Answer: Because if they were cheap, why would you bother adventuring to find them?

Question: Why wouldn't everyone adventure then?

Answer: Because adventurers get killed. Frequently. And painfully. Your PCs are the rare few who stand out, the ones who are destined for greatness.

Question: Why not make it a more realistic economy?

Answer: Because it's a friggin' game! :smalltongue:

****Clap, clap, clap****

Dan_Hemmens
2008-06-11, 08:31 AM
Thanks for responding, I'll address what I can in just a few minutes.


That's fine if you want to view it that way, but I see D&D as a manifestation of realistic fantasy, hence the basis of my statement.

That's fair enough, I'm not sure I'd ever use the words "D&D" and "realistic" in the same paragraph, but that's just me.


Having wealth and wielding wealth are by no means the same thing, the implication of my statement precluded the desire to wield wealth to subjugate. Also, the government and supercorporations wield more wealth to influence the political climate than any other force. A hermit with a set of artifacts on his kitchen table doesn't need to be changing the world, what matters is that a man who wants to rule, wants to rise through the ranks, etc, needs money in order to achieve that. Hence, wielding wealth.

You make a very good point, but notice something interesting. We started off talking about *money* (actual gold pieces) and ended up talking about *wealth*. They're two very different things.

The government weilds *power* because it has a mandate to do so. "Wealth" in this context is the application of resources to achieve a goal. Nowadays it is convenient to think of those things in terms of cash money, but in a preindustrial setting it's actually rather misleading.


During the height of the Pope's power, he was the richest individual on the continent, the Crusades weren't cheap, and every lord had to pay a tithe to a church for the reason.
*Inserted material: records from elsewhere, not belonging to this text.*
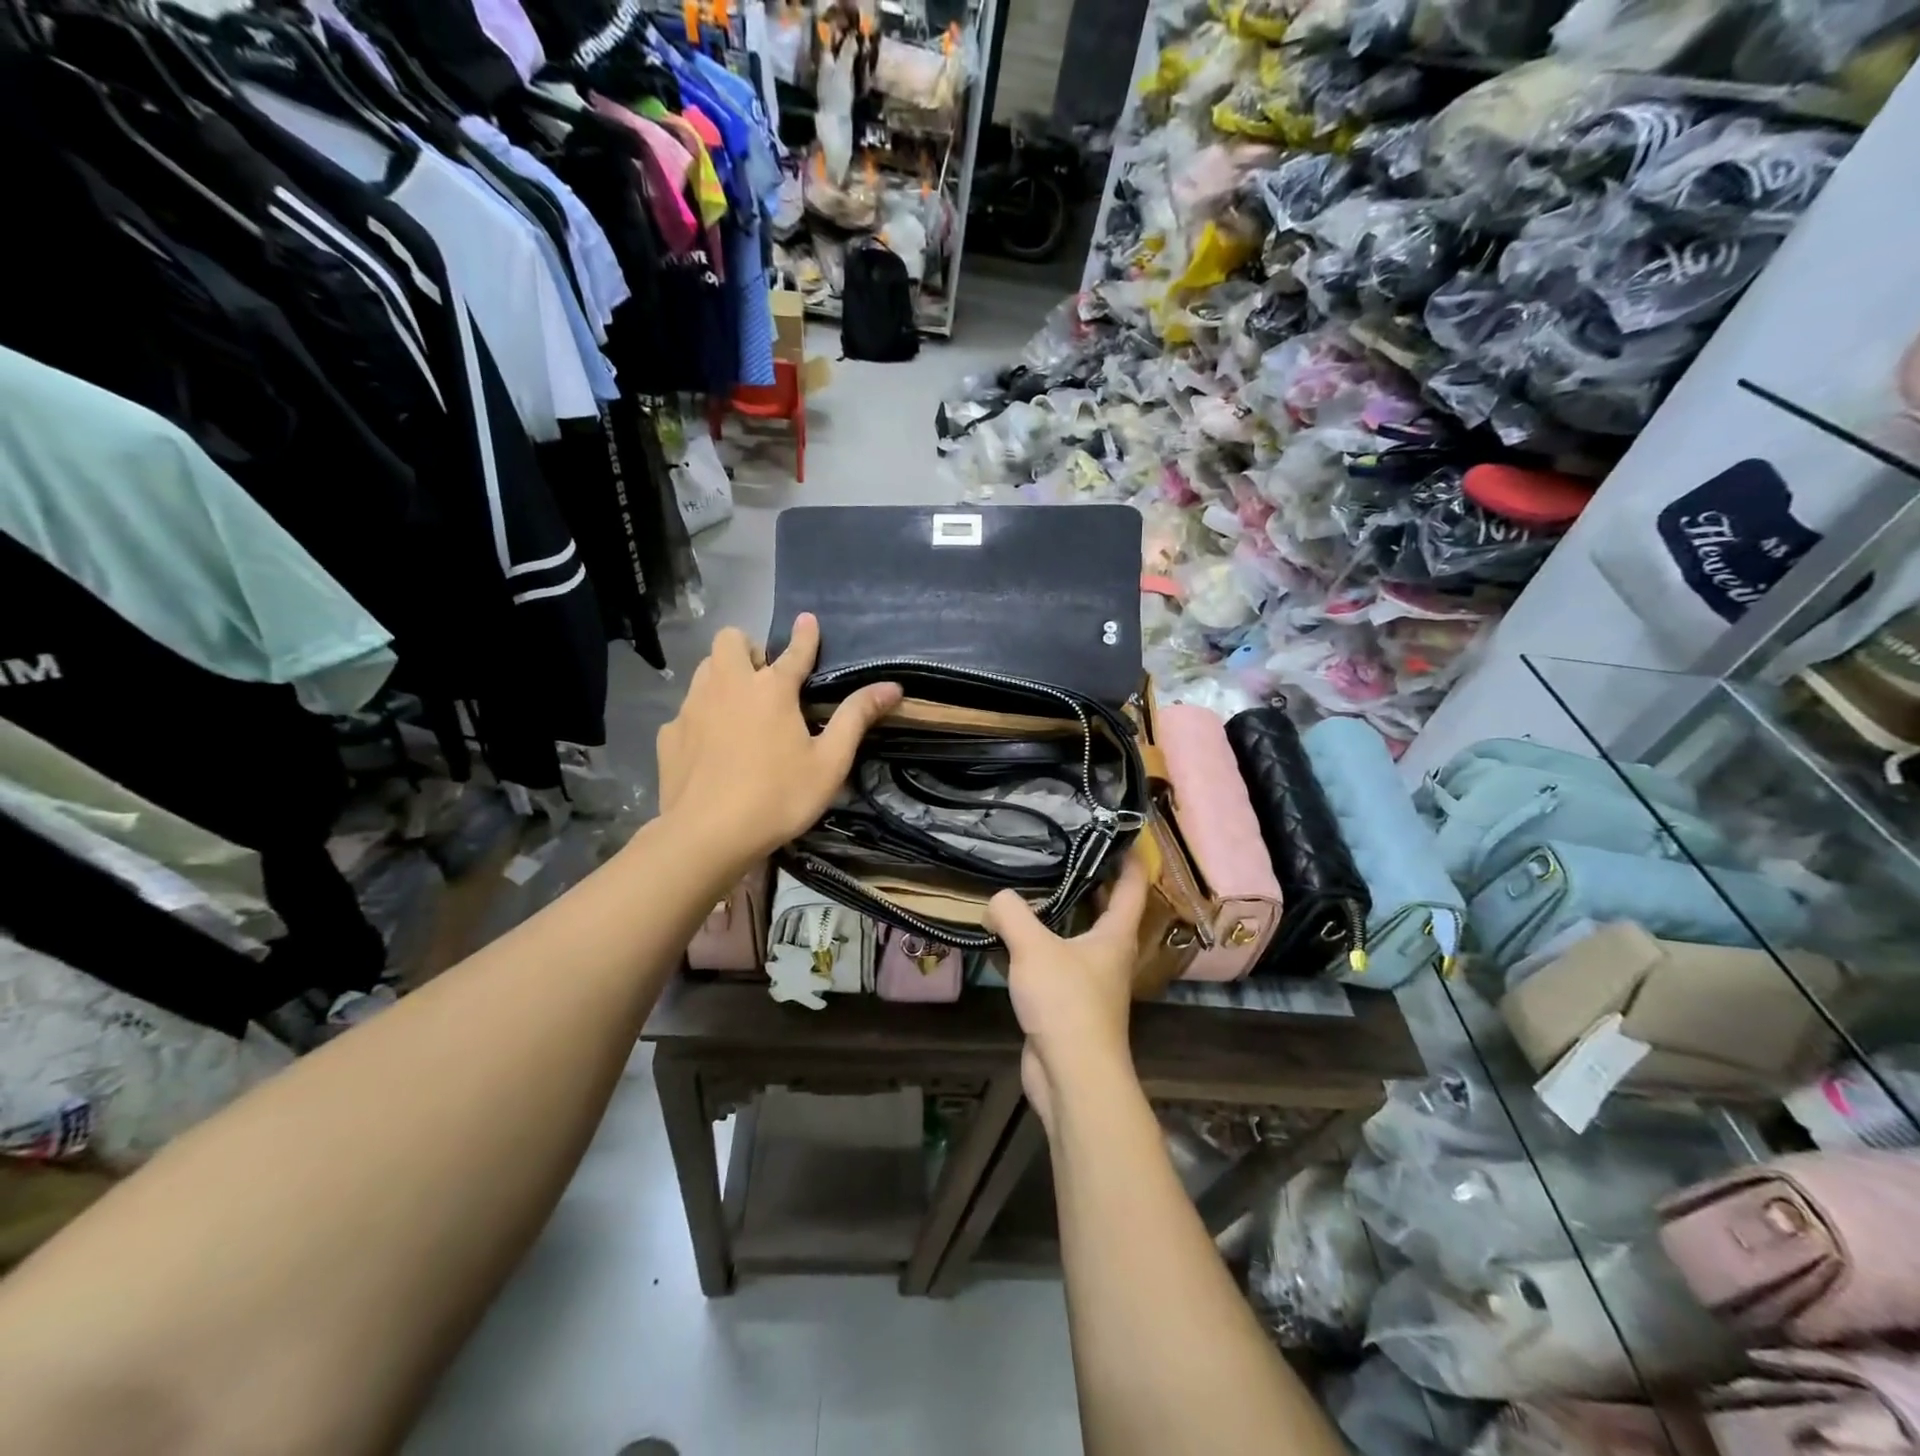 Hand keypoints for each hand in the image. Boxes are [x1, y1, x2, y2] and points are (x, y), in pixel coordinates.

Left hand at [654, 614, 900, 872]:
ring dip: (723, 676)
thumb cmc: (778, 797)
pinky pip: (686, 711)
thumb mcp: (829, 762)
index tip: (807, 620)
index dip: (805, 635)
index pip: (794, 651)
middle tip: (764, 680)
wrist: (706, 836)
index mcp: (771, 689)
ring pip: (704, 670)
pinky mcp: (669, 735)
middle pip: (729, 640)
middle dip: (748, 649)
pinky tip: (712, 748)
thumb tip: (892, 686)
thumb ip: (856, 718)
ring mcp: (692, 708)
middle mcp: (728, 686)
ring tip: (739, 709)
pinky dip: (702, 718)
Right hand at [987, 853, 1148, 1128]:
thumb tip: (995, 901)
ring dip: (1060, 915)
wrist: (1073, 1077)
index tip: (1120, 833)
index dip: (1131, 858)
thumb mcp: (1034, 948)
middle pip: (1106, 910)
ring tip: (1030, 888)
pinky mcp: (1068, 1004)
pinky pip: (1053, 963)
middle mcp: (1108, 955)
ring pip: (1077, 937)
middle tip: (1064, 852)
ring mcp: (1090, 982)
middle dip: (1091, 881)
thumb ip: (1011, 914)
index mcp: (1115, 935)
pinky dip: (1037, 947)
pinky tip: (1010, 940)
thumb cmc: (1066, 1003)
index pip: (1132, 886) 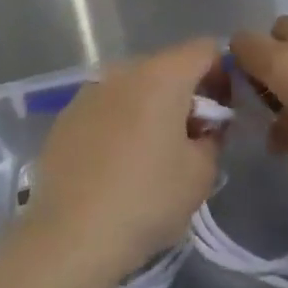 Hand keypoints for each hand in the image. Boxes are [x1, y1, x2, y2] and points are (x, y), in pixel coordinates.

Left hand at [20, 39, 226, 285]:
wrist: (70, 238)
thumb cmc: (146, 199)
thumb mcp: (201, 175)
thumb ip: (213, 138)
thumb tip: (204, 129)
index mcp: (163, 75)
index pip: (205, 49)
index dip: (222, 75)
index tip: (221, 115)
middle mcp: (124, 70)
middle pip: (167, 67)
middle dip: (184, 96)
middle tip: (189, 141)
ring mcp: (90, 91)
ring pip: (133, 88)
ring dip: (149, 109)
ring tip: (148, 156)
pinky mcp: (66, 117)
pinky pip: (105, 109)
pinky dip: (117, 125)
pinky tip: (113, 167) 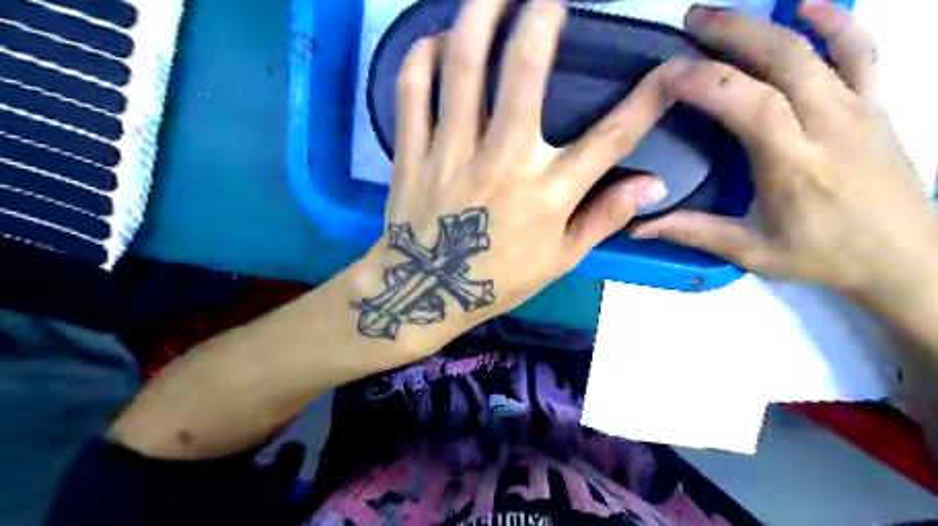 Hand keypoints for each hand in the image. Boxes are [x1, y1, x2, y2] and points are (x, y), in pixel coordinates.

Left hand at [352, 1, 674, 345]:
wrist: (425, 292)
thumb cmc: (497, 279)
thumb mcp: (559, 260)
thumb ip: (604, 219)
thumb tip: (654, 185)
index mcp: (547, 195)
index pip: (610, 139)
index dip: (647, 101)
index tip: (668, 70)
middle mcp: (503, 163)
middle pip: (524, 74)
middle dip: (541, 19)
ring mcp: (452, 153)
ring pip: (462, 68)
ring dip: (479, 16)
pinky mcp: (413, 153)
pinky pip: (412, 91)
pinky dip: (421, 56)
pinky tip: (436, 40)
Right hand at [629, 0, 937, 299]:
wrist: (905, 258)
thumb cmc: (823, 257)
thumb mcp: (752, 252)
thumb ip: (694, 232)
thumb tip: (637, 227)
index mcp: (794, 164)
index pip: (750, 105)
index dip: (707, 82)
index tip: (669, 72)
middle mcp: (829, 126)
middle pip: (783, 60)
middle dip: (733, 33)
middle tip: (691, 21)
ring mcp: (858, 109)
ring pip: (817, 47)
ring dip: (769, 23)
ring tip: (728, 14)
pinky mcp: (875, 105)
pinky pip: (860, 51)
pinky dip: (835, 21)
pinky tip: (807, 7) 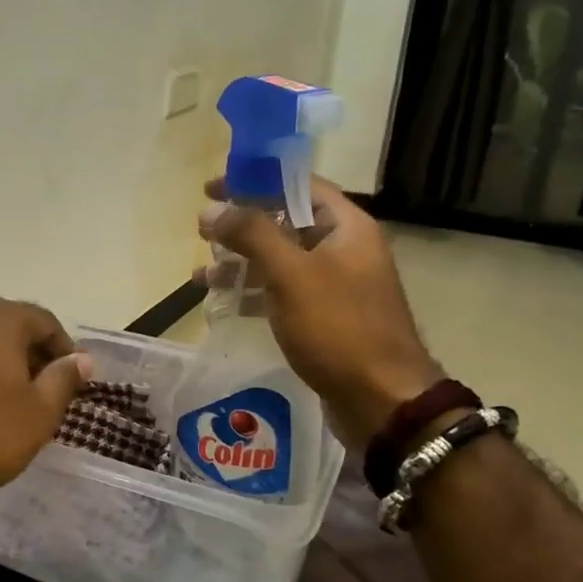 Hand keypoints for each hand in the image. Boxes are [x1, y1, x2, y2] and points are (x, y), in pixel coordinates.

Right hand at [199, 177, 440, 449]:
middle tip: (202, 231)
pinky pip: (281, 292)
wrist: (381, 399)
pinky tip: (222, 302)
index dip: (254, 181)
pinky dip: (252, 292)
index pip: (298, 185)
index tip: (212, 187)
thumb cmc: (339, 329)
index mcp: (346, 227)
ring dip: (240, 262)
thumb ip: (252, 235)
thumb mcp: (292, 275)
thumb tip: (211, 209)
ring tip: (201, 274)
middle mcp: (342, 249)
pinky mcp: (323, 317)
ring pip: (279, 260)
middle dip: (241, 225)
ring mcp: (333, 285)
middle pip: (285, 222) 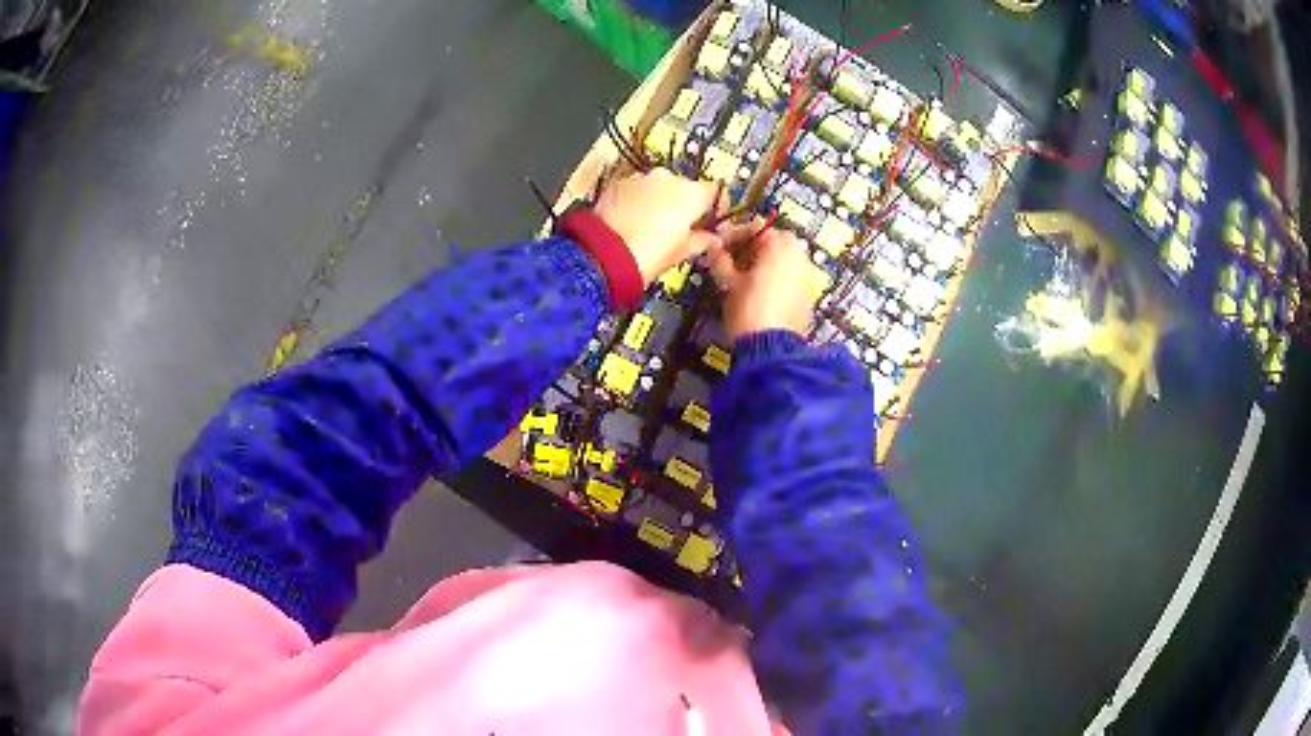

The church wielded power and needed money to do so. In regards to the point about the interaction between nobles and peasants, you are of course correct, it just becomes mathematically convenient to think of what a king gains from an individual working in the fields in terms of money when we are talking about money as the currency used to attain and wield power.

I don't think the Pope was the richest man in Europe. The Church was probably the richest institution in Europe, but that's a different thing altogether. Either way the point is that the pope was not powerful because he was rich, he was rich because he was powerful.

Again, this is where the transition between the modern and preindustrial world kicks in. Nowadays it is perfectly sensible to talk about the "currency used to attain and wield power" in terms of money, because we have a capitalist, free market economy and most people can get most things just by paying for them. In a preindustrial society that was not the case.


No, the point I'm making is that they shouldn't be able to be simply by virtue of their wealth. The economic system should be structured so that they can be influential and perhaps even rich, but any wealth that they gather throughout their entire careers should still be a drop in the ocean compared to the wealth of a great kingdom.

The problem is that you're confusing "wealth" (the means with which to wield power) with "money" (little bits of shiny metal).

You point out yourself that Kingdoms derive their legitimacy from their ability to protect their subjects from the dangers of the world. Doing so requires trained men willing to fight to protect your kingdom, weapons to arm them with and food to feed them with. It doesn't matter how many Platinum Pieces you can haul out of holes in the ground, you can't feed an army without farmers, you can't make weapons without blacksmiths, and you can't buy any of this stuff because you don't have the economic infrastructure to support the trade networks.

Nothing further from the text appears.